The court found it was reasonable under the circumstances for the insurer to decline mediation two weeks before the arbitration was to take place. The insurer’s counsel testified that it was too late to mediate, and that there was no indication the insureds would lower their demand. The court observed that in evaluating bad faith, courts weigh the insureds’ decision not to negotiate down from a policy limit demand, even though the insured is not required to negotiate. The court found that settlement almost always requires a mutual give and take, which did not occur in this case.

The insurer was required to pay $600,000 under the UIM arbitration award. The court found, however, there was no evidence the insureds would have accepted $600,000 to settle the case prior to arbitration.

The court also took into consideration the actual difference between the ultimate UIM arbitration award, the insurer’s final offer, and the insured’s demand. In this case, the insured’s final offer was approximately $182,000 below the ultimate award, but the insureds’ policy limit demand was $400,000 greater than the award. The court found the insurer’s final settlement offer was reasonable, and that earlier offers for lesser sums were permissible interim offers. The court explained the reasonableness of each offer in its context.

Among other facts addressed in the court’s conclusion of law, the court gave weight to the fact that the insurer’s UIM defense counsel received a report from his own expert that counsel had not requested. Furthermore, defense counsel disagreed with the report’s conclusions. However, instead of withholding the report, counsel and the insurer’s representatives produced it to the insureds.

Moreover, the insurer used a high-end number from this same report in coming up with the basis for its final offer. The arbitration panel also used that number, rather than the insureds’ expert’s even higher number, in coming up with its arbitration award. The court stated that the insurer did not have to base its decision upon the insured’s expert rather than the insurer’s own expert.

The court found the insurer’s investigation was lengthier than it should have been, but did not constitute bad faith. The court found the insurer’s request for an independent medical examination was not evidence of bad faith. Nor was this a case of setting a reserve and never moving from that number during the course of the claim. The court found no discrepancy in the manner of setting reserves and the nature of the investigation that showed intent or recklessness in undervaluing the claim. As to the claims handling, even if unduly lengthy or negligent, this did not constitute bad faith.

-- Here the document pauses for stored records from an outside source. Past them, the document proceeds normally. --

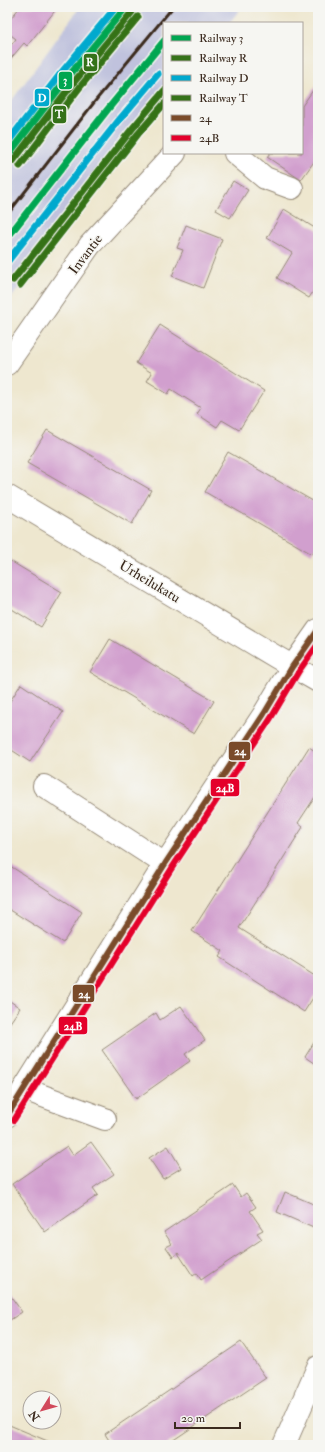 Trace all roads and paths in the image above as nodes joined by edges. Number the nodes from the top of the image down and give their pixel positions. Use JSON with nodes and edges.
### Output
{"nodes":[{"id":1,"x":174,"y":154,"type":"edge"},
{"id":2,"x":236,"y":154,"type":"edge"},
{"id":3,"x":292,"y":188,"type":"dead end"},
{"id":4,"x":7,"y":364,"type":"edge"},
{"id":5,"x":7,"y":496,"type":"edge"},
{"id":6,"x":318,"y":630,"type":"edge"},
{"id":7,"x":292,"y":667,"type":"junction"},
{"id":8,"x":318,"y":681,"type":"edge"},
{"id":9,"x":44,"y":786,"type":"dead end"},
{"id":10,"x":165,"y":864,"type":"junction"},
{"id":11,"x":24,"y":1089,"type":"junction"},
{"id":12,"x":7,"y":1116,"type":"edge"},
{"id":13,"x":105,"y":1119,"type":"dead end"},
{"id":14,"x":315,"y":1380,"type":"edge"},
{"id":15,"x":284,"y":1445,"type":"edge"}],
"edges":[{"from":1,"to":4,"type":"street","name":"Invantie"},
{"from":2,"to":3,"type":"street"},
{"from":5,"to":7,"type":"street","name":"Urheilukatu"},
{"from":6,"to":7,"type":"street"},
{"from":7,"to":8,"type":"street","name":"Urheilukatu"},
{"from":7,"to":10,"type":"street"},
{"from":9,"to":10,"type":"street"},
{"from":10,"to":11,"type":"street"},
{"from":11,"to":12,"type":"street"},
{"from":11,"to":13,"type":"street"},
{"from":14,"to":15,"type":"street"}]}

The court further found that the carrier’s representatives sought UIM defense counsel’s advice in good faith, and that counsel was competent to give advice on defense and valuation of the claim. Although this was not a strict advice of counsel defense, since the insurer’s representatives ultimately made their own decisions, the thorough nature of counsel’s advice, when considered as a component of their decision making, supported the reasonableness of their claims handling decisions.

Date of Decision: March 21, 2017

Richman v. Liberty Insurance Underwriters, Sept. Term 2014, No. 1552, Court of Common Pleas of Philadelphia (C.C.P. Phila. Mar. 21, 2017) (McInerney, J.) (Commerce Program)

S. David Fineman of Fineman, Krekstein & Harris was lead defense counsel.